Neuropharmacology

Biography

Biography: Salvatore Guccione

Abstract

G-Protein Coupled Receptors (GPCRs) are major contributors to the information flow into cells and, as such, are involved in a wide range of physiological processes and diseases, including those affecting the cardiovascular, nervous, endocrine, and immune systems. Therefore, GPCRs are potential druggable targets (60-70%) in a multitude of therapeutics areas. Moreover, GPCRs represent more than one third of the targets for currently marketed drugs. The structures of GPCRs needs to be elucidated in order to employ them in drug design and discovery, using the methods of “Structure Based Drug Design” (SBDD).

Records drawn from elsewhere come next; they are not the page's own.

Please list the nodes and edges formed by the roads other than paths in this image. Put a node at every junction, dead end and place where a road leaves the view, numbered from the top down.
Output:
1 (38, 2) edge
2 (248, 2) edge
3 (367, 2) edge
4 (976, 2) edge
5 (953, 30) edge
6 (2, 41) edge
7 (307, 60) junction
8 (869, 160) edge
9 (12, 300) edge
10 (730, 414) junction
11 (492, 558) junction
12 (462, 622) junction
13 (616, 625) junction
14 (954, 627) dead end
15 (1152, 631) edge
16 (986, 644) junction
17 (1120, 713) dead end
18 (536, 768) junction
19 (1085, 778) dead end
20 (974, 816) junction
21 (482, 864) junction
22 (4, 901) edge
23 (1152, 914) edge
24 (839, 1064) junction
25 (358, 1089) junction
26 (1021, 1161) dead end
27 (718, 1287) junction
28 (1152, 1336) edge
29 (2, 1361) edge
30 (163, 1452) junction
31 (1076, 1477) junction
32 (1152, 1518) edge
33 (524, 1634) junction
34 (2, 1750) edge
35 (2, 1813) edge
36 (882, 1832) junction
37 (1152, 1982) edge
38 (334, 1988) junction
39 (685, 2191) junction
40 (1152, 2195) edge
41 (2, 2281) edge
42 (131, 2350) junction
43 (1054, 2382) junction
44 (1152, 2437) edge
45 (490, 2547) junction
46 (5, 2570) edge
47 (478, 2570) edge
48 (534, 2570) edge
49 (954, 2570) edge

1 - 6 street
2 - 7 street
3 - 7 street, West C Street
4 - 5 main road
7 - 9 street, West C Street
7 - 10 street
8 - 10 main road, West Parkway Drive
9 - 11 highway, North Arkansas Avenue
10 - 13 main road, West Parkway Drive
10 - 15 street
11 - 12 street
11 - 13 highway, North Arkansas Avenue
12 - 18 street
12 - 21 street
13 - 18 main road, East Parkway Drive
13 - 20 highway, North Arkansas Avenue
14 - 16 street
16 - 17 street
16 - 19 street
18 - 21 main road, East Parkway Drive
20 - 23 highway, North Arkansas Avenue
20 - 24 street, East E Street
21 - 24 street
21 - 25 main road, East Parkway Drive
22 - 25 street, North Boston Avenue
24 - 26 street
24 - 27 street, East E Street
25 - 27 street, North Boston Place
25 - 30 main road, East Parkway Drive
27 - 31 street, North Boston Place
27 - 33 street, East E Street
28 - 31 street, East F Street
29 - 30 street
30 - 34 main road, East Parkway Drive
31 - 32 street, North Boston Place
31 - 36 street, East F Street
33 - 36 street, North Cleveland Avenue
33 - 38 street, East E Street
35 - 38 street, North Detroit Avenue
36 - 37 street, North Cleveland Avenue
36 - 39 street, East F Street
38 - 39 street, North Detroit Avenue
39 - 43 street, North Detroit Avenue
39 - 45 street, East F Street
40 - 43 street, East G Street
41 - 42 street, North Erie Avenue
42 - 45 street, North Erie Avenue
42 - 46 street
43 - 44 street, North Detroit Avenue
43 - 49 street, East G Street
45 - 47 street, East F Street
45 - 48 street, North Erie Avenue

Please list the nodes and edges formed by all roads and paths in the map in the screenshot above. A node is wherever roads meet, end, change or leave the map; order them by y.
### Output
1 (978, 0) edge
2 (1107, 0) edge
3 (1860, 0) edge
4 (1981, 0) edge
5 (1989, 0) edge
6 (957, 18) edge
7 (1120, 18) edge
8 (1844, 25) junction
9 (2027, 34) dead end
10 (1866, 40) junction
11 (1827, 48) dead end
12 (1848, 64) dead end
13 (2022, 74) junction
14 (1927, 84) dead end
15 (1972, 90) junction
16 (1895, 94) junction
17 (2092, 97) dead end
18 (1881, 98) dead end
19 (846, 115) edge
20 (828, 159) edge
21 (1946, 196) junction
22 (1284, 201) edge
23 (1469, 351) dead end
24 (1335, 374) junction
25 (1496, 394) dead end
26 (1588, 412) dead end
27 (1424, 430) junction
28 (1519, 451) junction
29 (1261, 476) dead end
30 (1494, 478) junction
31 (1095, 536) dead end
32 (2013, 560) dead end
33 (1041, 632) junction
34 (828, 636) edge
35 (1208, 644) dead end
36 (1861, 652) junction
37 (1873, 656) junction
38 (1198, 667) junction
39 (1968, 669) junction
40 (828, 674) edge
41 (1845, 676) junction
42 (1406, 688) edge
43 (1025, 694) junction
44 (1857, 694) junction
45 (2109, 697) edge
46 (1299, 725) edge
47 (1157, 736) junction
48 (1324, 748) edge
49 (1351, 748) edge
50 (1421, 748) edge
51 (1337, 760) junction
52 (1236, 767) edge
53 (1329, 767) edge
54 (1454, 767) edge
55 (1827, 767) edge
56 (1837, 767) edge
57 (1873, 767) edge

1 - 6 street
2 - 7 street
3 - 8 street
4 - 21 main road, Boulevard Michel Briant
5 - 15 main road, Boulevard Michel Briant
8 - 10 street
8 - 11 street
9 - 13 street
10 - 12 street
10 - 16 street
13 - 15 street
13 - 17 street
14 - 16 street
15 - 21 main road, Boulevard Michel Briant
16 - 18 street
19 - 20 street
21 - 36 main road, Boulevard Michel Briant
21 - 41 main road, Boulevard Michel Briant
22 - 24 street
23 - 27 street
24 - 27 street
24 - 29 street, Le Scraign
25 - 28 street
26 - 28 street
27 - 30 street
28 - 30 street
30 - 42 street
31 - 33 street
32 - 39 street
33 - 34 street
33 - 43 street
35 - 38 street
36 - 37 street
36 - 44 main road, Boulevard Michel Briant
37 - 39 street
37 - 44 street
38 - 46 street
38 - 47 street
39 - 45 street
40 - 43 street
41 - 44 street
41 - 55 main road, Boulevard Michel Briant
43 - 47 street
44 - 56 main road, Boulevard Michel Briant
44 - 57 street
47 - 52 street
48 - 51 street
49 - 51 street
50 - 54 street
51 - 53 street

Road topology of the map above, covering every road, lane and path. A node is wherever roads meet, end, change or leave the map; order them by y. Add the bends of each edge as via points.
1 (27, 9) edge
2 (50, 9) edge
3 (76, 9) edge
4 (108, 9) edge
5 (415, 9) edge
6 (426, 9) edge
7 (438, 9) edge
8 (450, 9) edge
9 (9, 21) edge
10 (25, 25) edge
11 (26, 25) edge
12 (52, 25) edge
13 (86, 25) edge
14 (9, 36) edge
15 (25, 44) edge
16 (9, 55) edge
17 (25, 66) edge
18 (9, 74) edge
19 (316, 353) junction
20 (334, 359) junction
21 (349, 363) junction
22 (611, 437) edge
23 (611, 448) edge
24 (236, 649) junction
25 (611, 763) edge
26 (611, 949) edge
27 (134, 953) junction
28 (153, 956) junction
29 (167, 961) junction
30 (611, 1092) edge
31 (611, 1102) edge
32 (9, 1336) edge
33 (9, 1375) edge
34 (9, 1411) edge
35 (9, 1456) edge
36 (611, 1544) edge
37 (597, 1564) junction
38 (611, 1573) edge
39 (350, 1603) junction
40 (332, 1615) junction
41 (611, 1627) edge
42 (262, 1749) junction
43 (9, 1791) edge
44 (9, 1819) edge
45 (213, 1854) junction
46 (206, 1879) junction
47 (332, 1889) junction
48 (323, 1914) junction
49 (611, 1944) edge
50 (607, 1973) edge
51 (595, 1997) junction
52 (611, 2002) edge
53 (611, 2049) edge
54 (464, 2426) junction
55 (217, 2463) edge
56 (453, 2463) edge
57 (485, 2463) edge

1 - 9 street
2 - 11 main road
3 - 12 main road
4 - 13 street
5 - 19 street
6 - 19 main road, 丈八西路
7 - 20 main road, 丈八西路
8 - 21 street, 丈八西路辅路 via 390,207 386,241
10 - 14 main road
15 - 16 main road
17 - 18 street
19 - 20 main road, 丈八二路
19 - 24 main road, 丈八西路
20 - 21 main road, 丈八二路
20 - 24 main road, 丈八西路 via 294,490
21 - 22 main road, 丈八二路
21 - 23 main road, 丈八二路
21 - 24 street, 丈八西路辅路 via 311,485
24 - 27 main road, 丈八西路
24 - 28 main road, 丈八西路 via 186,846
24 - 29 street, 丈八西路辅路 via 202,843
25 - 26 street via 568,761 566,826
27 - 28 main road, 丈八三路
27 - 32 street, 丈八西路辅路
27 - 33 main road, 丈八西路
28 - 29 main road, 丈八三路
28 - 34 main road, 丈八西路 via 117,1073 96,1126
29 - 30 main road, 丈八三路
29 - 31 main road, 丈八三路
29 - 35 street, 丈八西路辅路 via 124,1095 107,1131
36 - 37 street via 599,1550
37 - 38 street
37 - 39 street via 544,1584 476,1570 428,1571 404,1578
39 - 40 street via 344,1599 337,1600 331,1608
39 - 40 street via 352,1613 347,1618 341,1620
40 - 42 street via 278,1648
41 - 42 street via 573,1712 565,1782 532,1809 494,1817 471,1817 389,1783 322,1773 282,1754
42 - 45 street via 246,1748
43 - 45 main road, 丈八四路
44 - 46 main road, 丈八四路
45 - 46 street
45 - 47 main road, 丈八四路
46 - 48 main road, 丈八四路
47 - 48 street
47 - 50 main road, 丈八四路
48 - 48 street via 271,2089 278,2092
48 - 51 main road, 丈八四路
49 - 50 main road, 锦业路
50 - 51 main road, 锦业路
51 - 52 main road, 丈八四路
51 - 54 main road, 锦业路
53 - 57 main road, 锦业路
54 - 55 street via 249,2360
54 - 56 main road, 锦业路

Direct experimental study of GPCR structures is currently difficult because of the native membrane environment, which poses limitations to the purification and crystallization process. High resolution structural information is available only for ~2% of the GPCRs. Based on statistical analysis of (Y)/Phi (F) and RMSDs (Root Mean Square Deviation) of the trans-membrane domains, some tips are presented to make easier modelling GPCRs finally getting reliable models. Serotonergic system modulation may present a promising strategy for slowing AD progression and improving cognition. Increasing serotonin (5-HT) signaling and developing molecules that enhance 5-HT concentration in the synaptic cleft have been debated as possible therapeutic strategies to slow the progression of Alzheimer’s disease. A model of a membrane bound G-protein system to study all the mechanisms involved in the 5-HT7 activation will be presented. These findings could be exploited to rationally design new ligands to selectively regulate different transduction pathways underlying a number of different disorders.